If ever there were places to predict test results, it would be at these schools on different sides of the socioeconomic tracks.
Yet while the state has rated Legacy Point as a high-achieving school and Mesa simply as average, the Westminster school is achieving far more with poorer students, according to a Denver Post analysis of CSAP data that predicted elementary schools’ exam scores based on poverty status.
The analysis of scores released Wednesday shows that Mesa is well above predictions for its fourth- and fifth-grade reading, writing and math exams. The most dramatic difference was in fourth-grade math, where 71 percent of the students were at least proficient in the subject. That’s 20 percentage points higher than expected when taking into account free or reduced-price lunch status – a general way to determine poverty in public schools.
Legacy Point, meanwhile, was below predictions on nearly every fourth- and fifth-grade exam.
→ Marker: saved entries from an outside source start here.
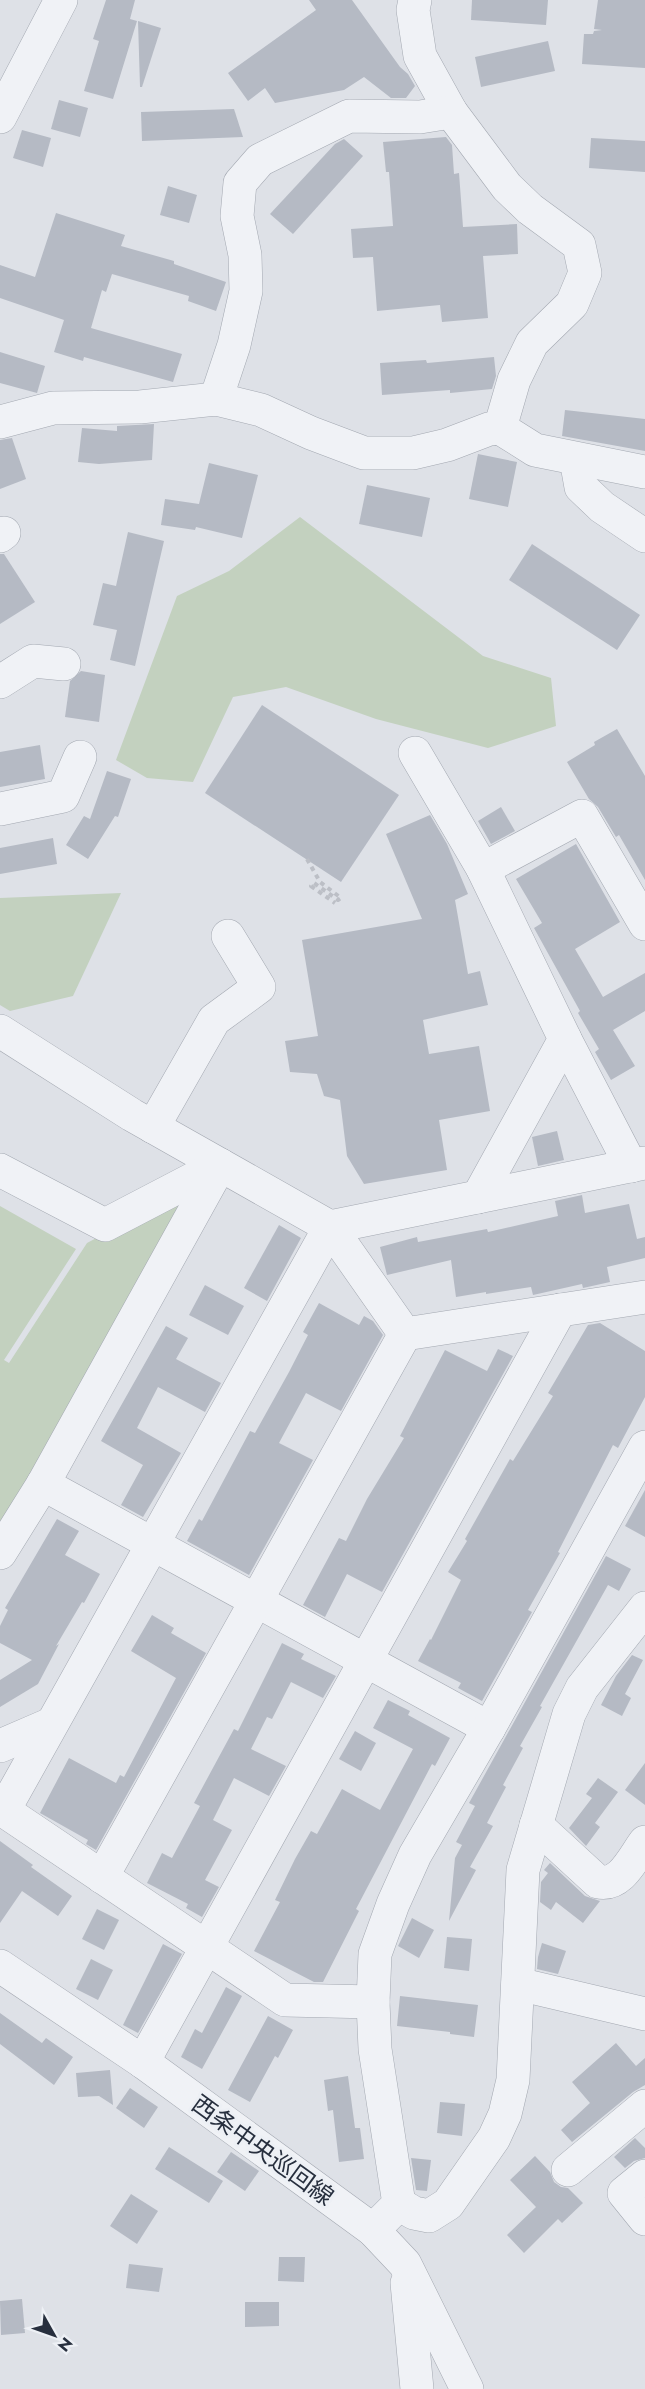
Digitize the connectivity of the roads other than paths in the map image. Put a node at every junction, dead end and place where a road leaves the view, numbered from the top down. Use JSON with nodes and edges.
{"nodes":[{"id":1,"x":61,"y":0,"type":"edge"},
{"id":2,"x":415,"y":0,"type":"edge"},
{"id":3,"x":451,"y":112,"type":"junction"},
{"id":4,"x":0,"y":117,"type":"edge"},
{"id":5,"x":216,"y":399,"type":"junction"},
{"id":6,"x":0,"y":422,"type":"edge"},
{"id":7,"x":500,"y":428,"type":"junction"},
{"id":8,"x":576,"y":459,"type":"junction"},
{"id":9,"x":645,"y":472,"type":"edge"},
{"id":10,"x":645,"y":536,"type":"edge"},
{"id":11,"x":64,"y":664,"type":"dead end"},
{"id":12,"x":0,"y":682,"type":"edge"},
{"id":13,"x":415,"y":753,"type":"dead end"},
{"id":14,"x":80,"y":757,"type":"dead end"},
{"id":15,"x":0,"y":809,"type":"edge"},
{"id":16,"x":483,"y":869,"type":"junction"},
{"id":17,"x":645,"y":924,"type":"edge"},
{"id":18,"x":228,"y":936,"type":"dead end"},
{"id":19,"x":0,"y":1031,"type":"edge"},
{"id":20,"x":564,"y":1039,"type":"junction"},
{"id":21,"x":153,"y":1127,"type":"junction"},
{"id":22,"x":638,"y":1164,"type":"edge"},
{"id":23,"x":220,"y":1165,"type":"junction"},
{"id":24,"x":0,"y":1170,"type":"edge"},
{"id":25,"x":478,"y":1197,"type":"junction"},
{"id":26,"x":330,"y":1227,"type":"junction"},
{"id":27,"x":645,"y":1297,"type":"edge"},
{"id":28,"x":560,"y":1310,"type":"junction"},
{"id":29,"x":405,"y":1334,"type":"junction"},
{"id":30,"x":645,"y":1447,"type":"edge"},
{"id":31,"x":43,"y":1484,"type":"junction"},
{"id":32,"x":152,"y":1545,"type":"junction"},
{"id":33,"x":0,"y":1553,"type":"edge"},
{"id":34,"x":256,"y":1602,"type":"junction"},
{"id":35,"x":645,"y":1608,"type":"edge"},
{"id":36,"x":365,"y":1662,"type":"junction"},
{"id":37,"x":51,"y":1724,"type":"junction"},
{"id":38,"x":489,"y":1728,"type":"junction"},
{"id":39,"x":0,"y":1746,"type":"edge"},
{"id":40,"x":2,"y":1809,"type":"edge"},
{"id":41,"x":536,"y":1825,"type":"junction"},
{"id":42,"x":645,"y":1842,"type":"edge"},
{"id":43,"x":102,"y":1876,"type":"junction"},
{"id":44,"x":207,"y":1947,"type":"junction"},
{"id":45,"x":0,"y":1966,"type":"edge"},
{"id":46,"x":518,"y":1984,"type":"junction"},
{"id":47,"x":373,"y":2002,"type":"junction"},
{"id":48,"x":645,"y":2014,"type":"edge"},
{"id":49,"x":143,"y":2062,"type":"junction"},
{"id":50,"x":645,"y":2106,"type":"edge"},
{"id":51,"x":568,"y":2170,"type":"dead end"},
{"id":52,"x":645,"y":2176,"type":"edge"},
{"id":53,"x":399,"y":2204,"type":"junction"},
{"id":54,"x":645,"y":2219,"type":"edge"},
{"id":55,"x":373,"y":2230,"type":"junction"},
{"id":56,"x":405,"y":2264,"type":"junction"},
{"id":57,"x":417,"y":2389,"type":"edge"},
{"id":58,"x":468,"y":2389,"type":"edge"}],
"edges":[{"from":1,"to":4,"type":"street"},
{"from":2,"to":3,"type":"street"},
{"from":3,"to":5,"type":"street"},
{"from":3,"to":7,"type":"street"},
{"from":5,"to":6,"type":"street"},
{"from":5,"to":7,"type":"street"},
{"from":7,"to":8,"type":"street"},
{"from":8,"to":9,"type":"street"},
{"from":8,"to":10,"type":"street"},
{"from":11,"to":12,"type":"street"},
{"from":13,"to":16,"type":"street"},
{"from":14,"to":15,"type":"street"},
{"from":16,"to":17,"type":"street"},
{"from":16,"to":20,"type":"street"},
{"from":18,"to":21,"type":"street"},
{"from":19,"to":21,"type":"street"},
{"from":20,"to":22,"type":"street"},
{"from":20,"to":25,"type":"street"},
{"from":21,"to":23,"type":"street"},
{"from":22,"to":25,"type":"street"},
{"from":23,"to":24,"type":"street"},
{"from":23,"to":26,"type":"street"},
{"from":23,"to":31,"type":"street"},
{"from":25,"to":26,"type":"street"},
{"from":26,"to":29,"type":"street"},
{"from":26,"to":32,"type":"street"},
{"from":27,"to":28,"type":"street"},
{"from":28,"to":29,"type":"street"},
{"from":28,"to":36,"type":"street"},
{"from":29,"to":34,"type":"street"},
{"from":30,"to":38,"type":"street"},
{"from":31,"to":32,"type":"street"},
{"from":31,"to":33,"type":"street"},
{"from":32,"to":34,"type":"street"},
{"from":32,"to":37,"type":"street"},
{"from":34,"to":36,"type":"street"},
{"from":34,"to":43,"type":"street"},
{"from":35,"to":41,"type":"street"},
{"from":36,"to":38,"type":"street"},
{"from":36,"to":44,"type":"street"},
{"from":37,"to":39,"type":"street"},
{"from":37,"to":40,"type":"street"},
{"from":38,"to":47,"type":"street"},
{"from":40,"to":43,"type":"street"},
{"from":41,"to":42,"type":"street"},
{"from":41,"to":46,"type":"street"},
{"from":43,"to":44,"type":"street"},
{"from":44,"to":47,"type":"street"},
{"from":44,"to":49,"type":"street"},
{"from":45,"to":49,"type":"street","name":"西条中央巡回線"},
{"from":46,"to":48,"type":"street"},
{"from":46,"to":53,"type":"street"},
{"from":47,"to":53,"type":"street"},
{"from":49,"to":55,"type":"street","name":"西条中央巡回線"},
{"from":50,"to":51,"type":"street"},
{"from":52,"to":54,"type":"street"},
{"from":53,"to":55,"type":"street"},
{"from":55,"to":56,"type":"street","name":"西条中央巡回線"},
{"from":56,"to":57,"type":"street"},
{"from":56,"to":58,"type":"street","name":"西条中央巡回線"}]}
In writing, for example, the school saw 48 percent of its fourth-graders earn proficient or advanced marks, 21 percentage points below predictions.
The review indicates that palpable progress can be made at struggling schools – and is a call to arms for wealthier schools that should be achieving even higher results.
“Our teachers are going to look at the (CSAP) data and take it to heart, because these (scores) are not what they wanted,” said Legacy Point principal Sheila Beving, whose school still exceeded state averages in five of its six fourth- and fifth-grade exams.
To offset the lower-than-expected scores, Beving said, her school already was focusing more on its third- and fourth- graders while encouraging more communication among all teachers in the 4-year-old school.
“We’re not where we want to be, and we won’t be satisfied with this,” Beving said. “We have high expectations, and we will meet them.”
While there is no consensus nationwide on the exact role that poverty plays in scholastic achievement, Colorado’s poorest elementary schools scored far below average on CSAP exams.
At schools such as Mesa – where 76 percent of the children receive a free or reduced-price lunch – scores in general were 22 percentage points below the state average in fifth-grade writing.
“Just from that data, when you’re looking at economics, the idea that every kid should be proficient in every subject is still years away,” said Paul Teske, who leads the University of Colorado at Denver’s Center for Education Policy Analysis. “At the same time, you have to figure that there are a lot of high-income and middle-class districts that are getting scores just because of the school’s socioeconomic status.”
At Mesa, principal Christian Cutter said his school has made inroads with traditionally low- achieving students by examining how those children are being taught.
“We had to put out expectations that we weren’t going to be below average; and we had to be honest with ourselves about how we had to improve our school,” said Cutter, who is in his fourth year at Mesa.
The list of Mesa’s changes is dramatic, and there have been incremental gains, though the school still is below state averages on five out of six fourth- and fifth-grade CSAP exams.
As part of the transformation at Mesa, students in first through third grades often meet in combined classrooms so teachers can better understand needs of students moving through the school. Mesa also replaced many of its fiction books with nonfiction after research showed students perform better on tests when writing is based on real-life events.
A bulletin board at Cutter’s school displays reports that rate everything from whether a student is becoming proficient in short-writing to whether the youngest students know where to put punctuation marks. The information is exchanged freely among teachers.
“Some of our kids don’t speak English at home, or their parents have two or three jobs, so that means we have to work that much harder to bring these kids up,” said Beth Ellis, who taught Mesa’s fourth- and fifth-grade students last year. “You can’t argue with the progress we’ve made with them.”
Cutter said Mesa’s experience underscores the fact that there is no silver bullet to help the state’s poorest children. At his school, he said, “it’s about taking small steps” to realize eventual gains.
“But that’s what makes our jobs challenging and gives our work meaning,” he said. “No matter where you teach, there’s always room for improvement.”